If any record holds an image, omit the image and print the rest exactly.

** DATASET RECORDS follows **

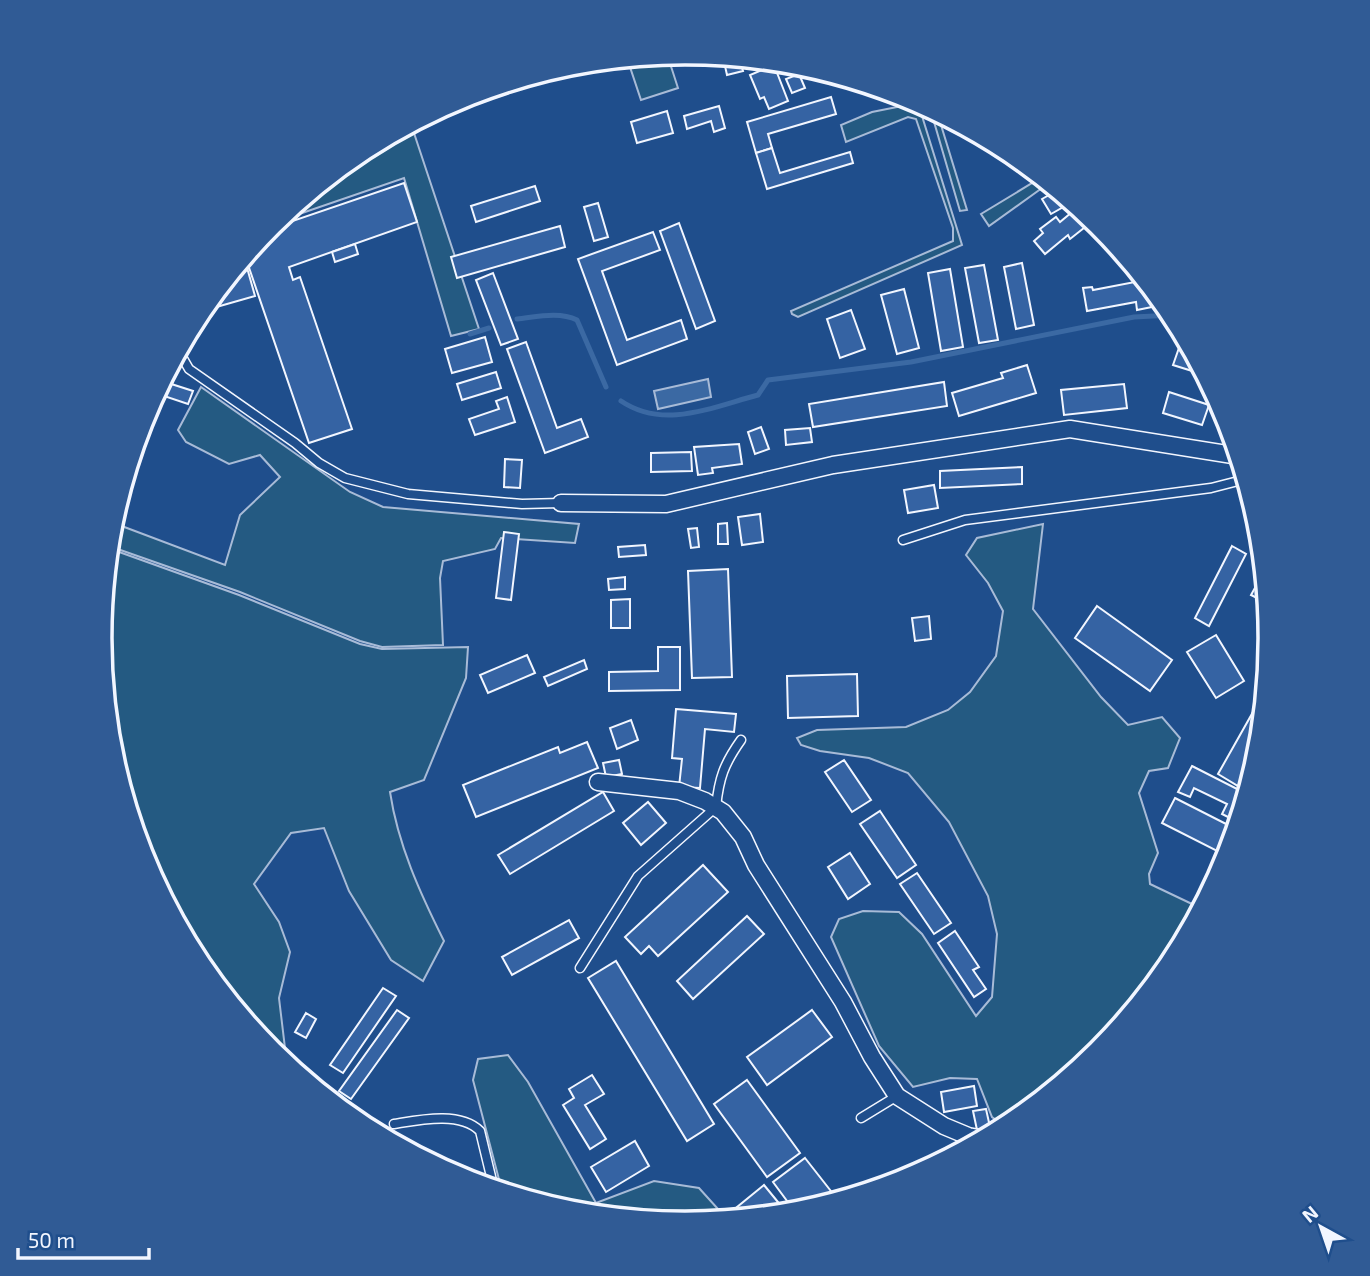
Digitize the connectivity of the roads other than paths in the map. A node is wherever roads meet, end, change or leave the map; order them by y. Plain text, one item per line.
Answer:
1 (184, 360) edge
2 (1228, 454) edge
3 (1236, 481) edge
4 (561, 503) joint
5 (903, 540) dead end
6 (741, 740) dead end
7 (598, 782) dead end
8 (716, 807) junction
9 (580, 968) dead end
10 (897, 1096) junction
11 (861, 1118) dead end
12 (394, 1124) dead end
13 (968, 1136) edge
14 (491, 1177) edge

1 - 4 lane
2 - 4 street
3 - 5 lane
6 - 8 lane
7 - 8 street
8 - 9 lane
8 - 10 street
10 - 11 lane
10 - 13 street
12 - 14 lane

** End of DATASET RECORDS **

REPLY TO THE TASK →
Digitize the connectivity of the roads other than paths in the map. A node is wherever roads meet, end, change or leave the map; order them by y. Plain text, one item per line.
Answer:
1 (184, 360) edge
2 (1228, 454) edge
3 (1236, 481) edge
4 (561, 503) joint
5 (903, 540) dead end
6 (741, 740) dead end
7 (598, 782) dead end
8 (716, 807) junction
9 (580, 968) dead end
10 (897, 1096) junction
11 (861, 1118) dead end
12 (394, 1124) dead end
13 (968, 1136) edge
14 (491, 1177) edge

1 - 4 lane
2 - 4 street
3 - 5 lane
6 - 8 lane
7 - 8 street
8 - 9 lane
8 - 10 street
10 - 11 lane
10 - 13 street
12 - 14 lane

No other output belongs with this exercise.